Task statement> All that is needed is each line of the entries holding the word "roads", copied as it stands.

*** Data under study Section Begins ***

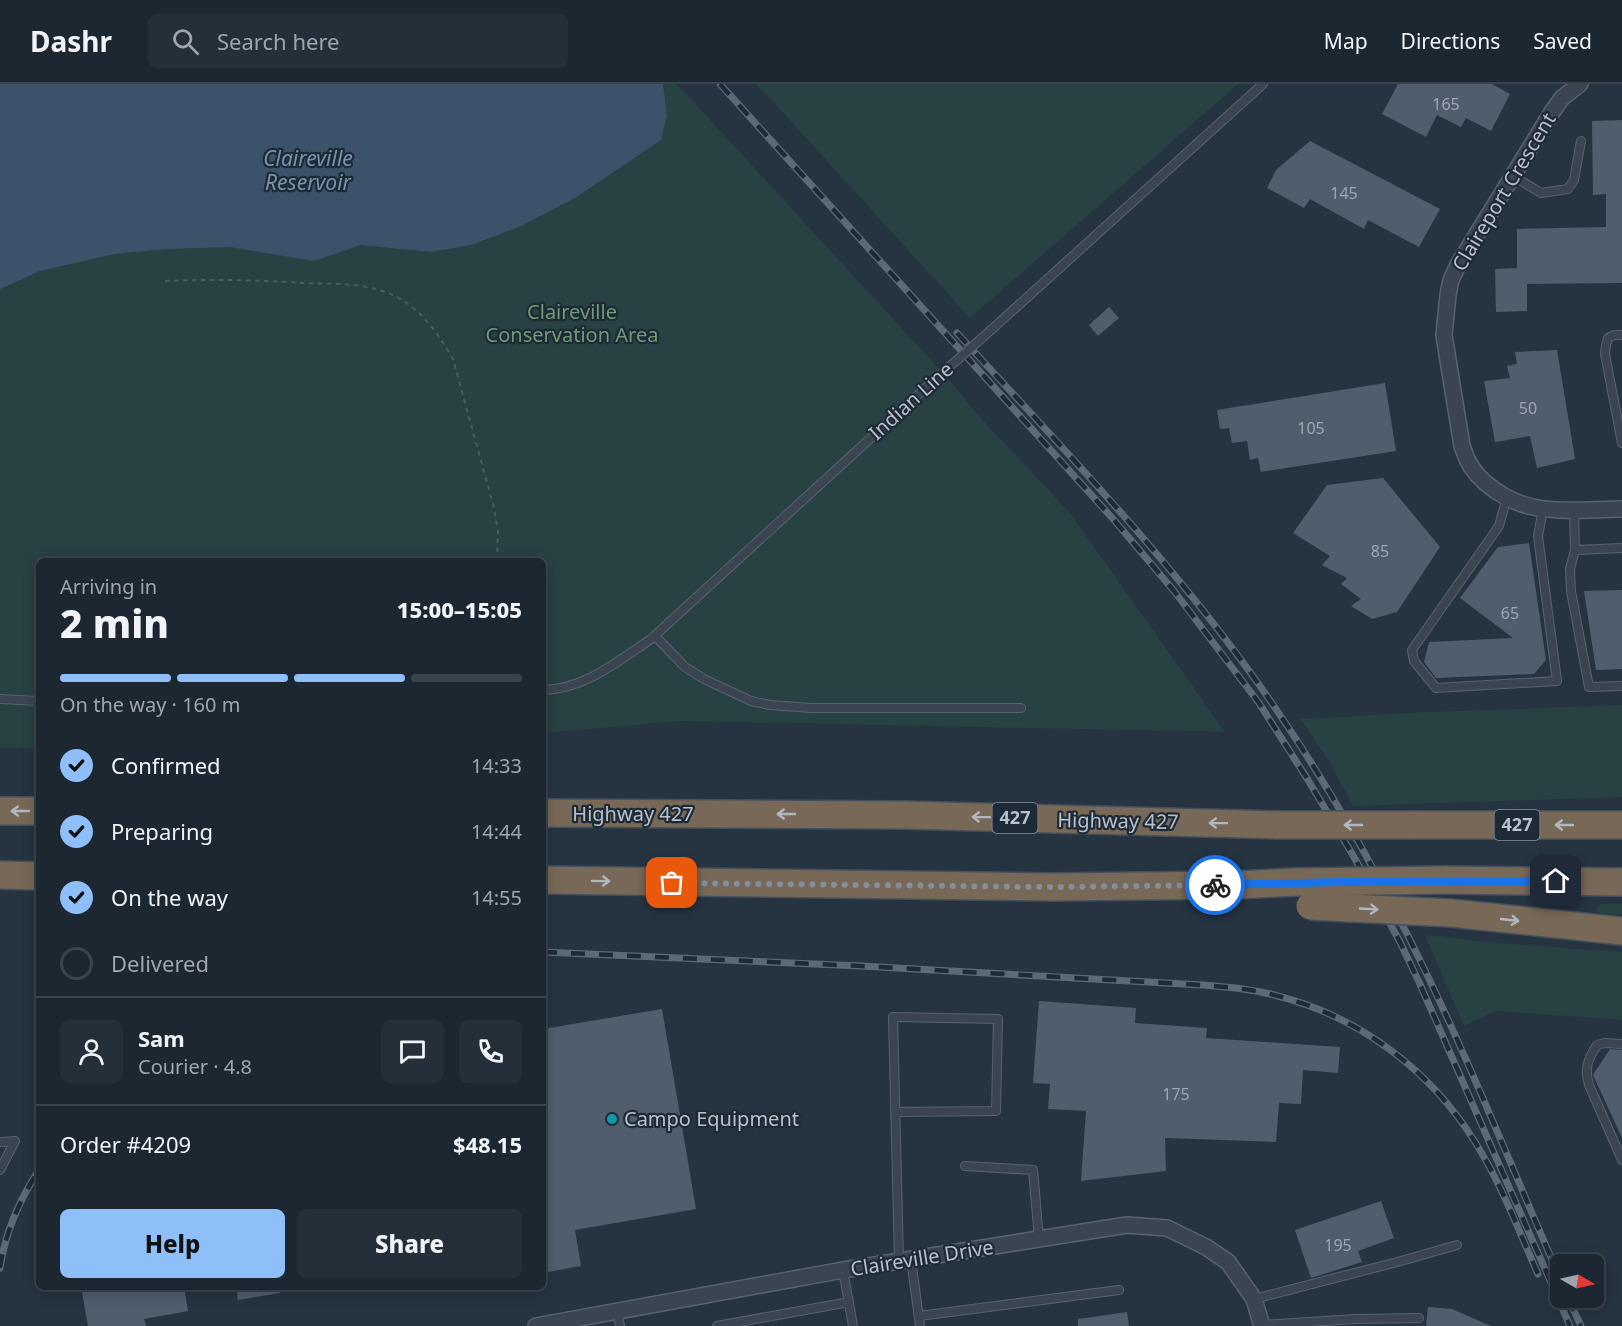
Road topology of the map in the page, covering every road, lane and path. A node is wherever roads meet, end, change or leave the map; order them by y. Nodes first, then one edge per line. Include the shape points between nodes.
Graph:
1 (1263, 84) edge
2 (1580, 84) edge
3 (1581, 141) dead end
4 (1513, 176) junction
5 (165, 281) dead end
6 (1622, 335) edge
7 (1622, 443) edge
8 (1507, 497) junction
9 (1543, 509) junction
10 (1574, 509) junction
11 (1622, 509) edge
12 (1622, 548) edge
13 (1575, 550) junction
14 (496, 558) edge
15 (655, 636) junction
16 (1622, 686) edge
17 (546, 689) edge
18 (0, 699) edge
19 (36, 701) edge
20 (1021, 708) dead end
21 (0, 811) edge
22 (36, 811) edge
23 (546, 813) edge
24 (1622, 825) edge
25 (0, 876) edge
26 (36, 876) edge
27 (546, 880) edge
28 (1622, 882) edge
29 (1236, 885) junction
30 (1622, 931) edge
31 (1622, 1044) edge
32 (896, 1112) junction
33 (0, 1142) edge
34 (1622, 1160) edge
35 (965, 1166) dead end
36 (0, 1170) edge
37 (1039, 1239) junction
38 (1457, 1245) dead end
39 (905, 1260) junction
40 (843, 1270) junction
41 (1119, 1290) dead end
42 (1254, 1299) junction
43 (849, 1302) junction
44 (919, 1316) junction
45 (1419, 1318) dead end
46 (619, 1319) edge
47 (1355, 1322) edge
48 (1262, 1325) edge
49 (536, 1326) edge
50 (717, 1326) edge
51 (853, 1326) edge
52 (920, 1326) edge

1 - 15 lane, Indian Line, bridge
2 - 4 street, Claireport Crescent via 1562,98
3 - 4 lane via 1574,180 1568,189 1541,194
4 - 8 street, Claireport Crescent via 1451,280 1444,336 1467,460 1485,482
5 - 14 path via 361,286 388,293 415,310 441,338 453,359 494,508
6 - 7 lane via 1608,338 1605,354
8 - 9 street, Claireport Crescent
8 - 9 lane via 1499,526 1412,650 1414,661 1436,688 1557,681 1538,536
9 - 10 street, Claireport Crescent
10 - 11 street, Claireport Crescent
10 - 13 lane
12 - 13 lane
13 - 16 lane via 1570,569 1571,591 1589,687
15 - 17 lane, Indian Line via 602,672 579,683
15 - 20 lane via 685,667 704,679 770,705
18 - 19 lane
22 -> 21 highway
24 -> 23 highway, Highway 427 / 427, bridge via 1277,825 904,815
25 - 26 highway
27 -> 29 highway via 1052,887
28 - 29 highway, bridge via 1445,880
29 -> 30 highway, bridge via 1310,906 1451,913
31 - 34 lane via 1597,1045 1586,1074
32 - 32 lane via 893,1017 998,1019 996,1111
32 - 39 lane
33 - 36 lane via 15,1141
35 - 37 lane via 1033,1170
37 - 39 street, Claireville Drive
37 - 42 street, Claireville Drive via 1127,1225 1167,1228 1228,1262
38 - 42 lane
39 - 40 street, Claireville Drive
39 - 44 lane
40 - 43 lane
40 - 46 street, Claireville Drive
41 - 44 lane
42 - 48 street, Claireville Drive
43 - 50 lane
43 - 51 lane
44 - 52 lane
45 - 47 lane
46 - 49 street, Claireville Drive
47 - 48 lane

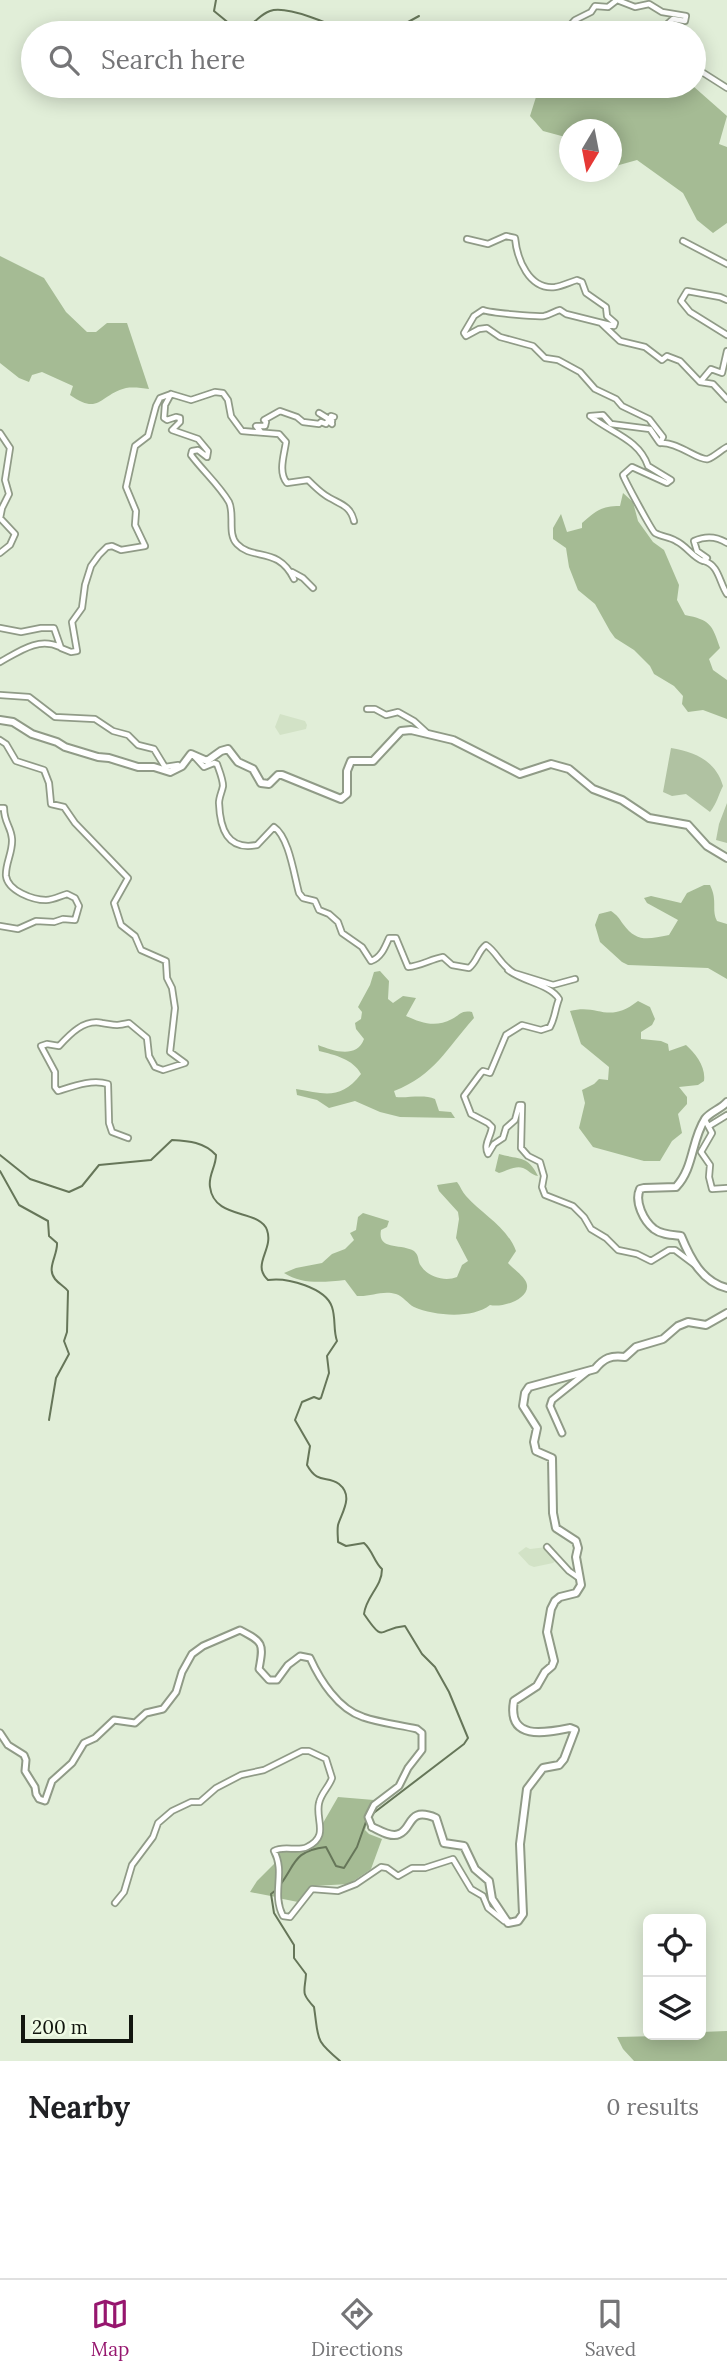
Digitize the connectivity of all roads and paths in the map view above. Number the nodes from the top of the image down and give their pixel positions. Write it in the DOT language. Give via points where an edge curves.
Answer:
graph roads {
  1 [pos="574,21"];
  2 [pos="685,21"];
  3 [pos="706,75"];
  4 [pos="727,88"];
  5 [pos="467,239"];
  6 [pos="683,241"];
  7 [pos="727,264"];
  8 [pos="727,300"];
  9 [pos="599,321"];
  10 [pos="727,335"];
  11 [pos="727,351"];
  12 [pos="700,382"];
  13 [pos="171,394"];
  14 [pos="727,399"];
  15 [pos="319,413"];
  16 [pos="0,433"];
  17 [pos="262,433"];
  18 [pos="660,443"];
  19 [pos="727,447"];
  20 [pos="354,521"];
  21 [pos="727,543"];
  22 [pos="0,553"];
  23 [pos="703,561"];
  24 [pos="291,572"];
  25 [pos="294,579"];
  26 [pos="313,588"];
  27 [pos="727,594"];
  28 [pos="0,628"];
  29 [pos="61,648"];
  30 [pos="0,662"];
  31 [pos="0,695"];
  32 [pos="367,709"];
  33 [pos="0,720"];
  34 [pos="430,735"];
  35 [pos="0,740"];
  36 [pos="194,755"];
  37 [pos="186,762"];
  38 [pos="0,808"];
  39 [pos="727,858"];
  40 [pos="0,926"];
  41 [pos="508,970"];
  42 [pos="575,979"];
  43 [pos="727,1102"];
  44 [pos="727,1115"];
  45 [pos="707,1123"];
  46 [pos="128,1138"];
  47 [pos="727,1188"];
  48 [pos="698,1267"];
  49 [pos="727,1288"];
  50 [pos="727,1313"];
  51 [pos="588,1371"];
  52 [pos="562,1433"];
  53 [pos="547,1546"];
  54 [pos="580,1578"];
  55 [pos="0,1726"];
  56 [pos="1,1735"];
  57 [pos="372,1827"];
  58 [pos="115,1903"];
  59 [pos="508,1923"];
  1 -- 2 [label="street" via="595,6 608,7 617,0 635,7 649,4 662,12 686,16"];
  3 -- 4 [label="street"];
  5 -- 9 [label="street" via="488,244 506,236 515,238 516,254 527,275 552,288 582,282 586,293 606,307 607,316 615,323"];
  6 -- 7 [label="street"];
  8 -- 10 [label="street" via="687,291 681,301"];
  9 -- 12 [label="street" via="620,341 645,347 662,360 667,356 680,361"];
  9 -- 18 [label="street" via="560,310 542,316 483,310 464,333 487,328 580,372 596,389 649,419 663,437"];
  11 -- 12 [label="street" via="722,373 711,369"];
  12 -- 14 [label="street" via="713,384"];
  13 -- 17 [label="street" via="191,400 223,393 242,431"];
  13 -- 24 [label="street" via="164,418 180,418 172,430 198,439 208,451 207,457 198,450 191,456 230,504 233,540 240,547 276,559"];
  13 -- 29 [label="street" via="160,398 148,436 135,446 126,487 145,546 121,550 112,546 99,555 91,566 82,608 72,622 78,651"];
  15 -- 17 [label="street" via="333,420 332,424 303,422 280,411 264,420 265,426 256,426"];
  16 -- 22 [label="street" via="10,448 5,480 9,494 0,519 15,534"];
  17 -- 20 [label="street" via="279,434 286,442 282,471 287,483 307,480 342,503"];
  18 -- 19 [label="street" via="680,446 701,459"];
  18 -- 23 [label="street" via="650,429 611,424 603,415 590,416 630,440 644,454 648,466 671,480 667,483 632,467 623,475 649,528 677,541"];
  21 -- 23 [label="street" via="704,537 694,541 697,551 707,558"];
  23 -- 27 [label="street" via="714,566"];
  24 -- 25 [label="street"];
  24 -- 26 [label="street"];
  28 -- 29 [label="street" via="21,632 54,628"];
  29 -- 30 [label="street" via="35,643"];
  31 -- 37 [label="street" via="29,697 55,716 95,719 128,734 138,745 155,749 165,767"];
  32 -- 34 [label="street" via="386,715 401,713"];
  33 -- 37 [label="main road" via="65,747 138,767 170,772"];
  34 -- 36 [label="main road" via="406,730 373,761 351,761 347,794 341,799 282,775 269,784 261,783 253,769 234,760 228,749 207,761"];
  34 -- 39 [label="main road" via="462,744 520,774 551,764 569,769 593,789 622,800 649,818 688,825 707,846"];
  35 -- 46 [label="street" via="16,761 44,770 51,804 64,807 128,878 114,903 121,925 135,936 141,950 166,961 175,1008 170,1052 185,1063 163,1070 155,1067 147,1038 129,1023 113,1026 99,1021 76,1029 59,1046 41,1046 55,1072 58,1091 80,1084 108,1084 112,1132"];
  36 -- 37 [label="main road"];
  36 -- 41 [label="street" via="204,767 217,764 223,785 218,801 230,842 243,847 257,845 274,827 278,829 299,893 338,922 342,933 362,947 371,961 383,952 389,939 396,938 408,967 443,957 452,965 469,968 486,945"];
  38 -- 40 [label="street" via="4,808 12,840 7,881 29,897 49,901 67,894 79,906 75,920 36,921 18,929"];
  41 -- 42 [label="street" via="553,985"];
  41 -- 48 [label="street" via="555,992 559,999 550,1027 541,1030 523,1025 506,1035 490,1073 483,1071 464,1096 471,1114 492,1127 488,1154 522,1105 521,1148 540,1162 545,1195 573,1206 591,1229 618,1250 651,1261 675,1250"];
  43 -- 45 [label="main road"];
  44 -- 45 [label="street"];
  45 -- 47 [label="street" via="712,1133 701,1152 710,1165 712,1189"];
  45 -- 48 [label="main road" via="691,1152 689,1169 676,1187 644,1188 637,1194 646,1221 655,1230 681,1236"];
  48 -- 49 [label="main road" via="713,1285"];
  50 -- 51 [label="main road" via="705,1325 688,1322 678,1326 663,1339 636,1347 625,1357 602,1360"];
  51 -- 52 [label="street" via="552,1400 550,1406"];
  51 -- 54 [label="main road" via="529,1387 523,1399 537,1428 536,1451 552,1458 556,1528 576,1541"];
  53 -- 54 [label="street"];
  54 -- 59 [label="main road" via="576,1594 560,1597 551,1609 547,1632 552,1666 537,1685 514,1701 512,1712 523,1730 570,1728 575,1733 559,1765 543,1768 527,1789 520,1844 523,1914"];
  55 -- 56 [label="street"];
  56 -- 57 [label="street" via="24,1755 25,1771 39,1799 45,1801 52,1781 72,1763 84,1743 114,1720 135,1723 146,1713 164,1708 192,1654 240,1630 262,1644 259,1669 269,1680 277,1680 300,1656 310,1658 328,1689 352,1712 422,1733 422,1750 399,1786 374,1805 368,1817"];
  57 -- 59 [label="main road" via="397,1835 415,1817 436,1818 444,1843 464,1846 475,1869 489,1881 492,1899"];
  58 -- 59 [label="street" via="124,1892 132,1865 164,1816 200,1802 241,1775 309,1751 326,1759 332,1778 318,1806 322,1827 318,1838 306,1848 274,1851 279,1863 276,1902 283,1916 290,1916 312,1889 338,1891 381,1867 398,1877 412,1868 453,1859 471,1889"];
}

*** Data under study Section Ends ***

Completed exercise>
Road topology of the map in the page, covering every road, lane and path. A node is wherever roads meet, end, change or leave the map; order them by y. Nodes first, then one edge per line. Include the shape points between nodes.
Digitize the connectivity of all roads and paths in the map view above. Number the nodes from the top of the image down and give their pixel positions. Write it in the DOT language. Give via points where an edge curves.
graph roads {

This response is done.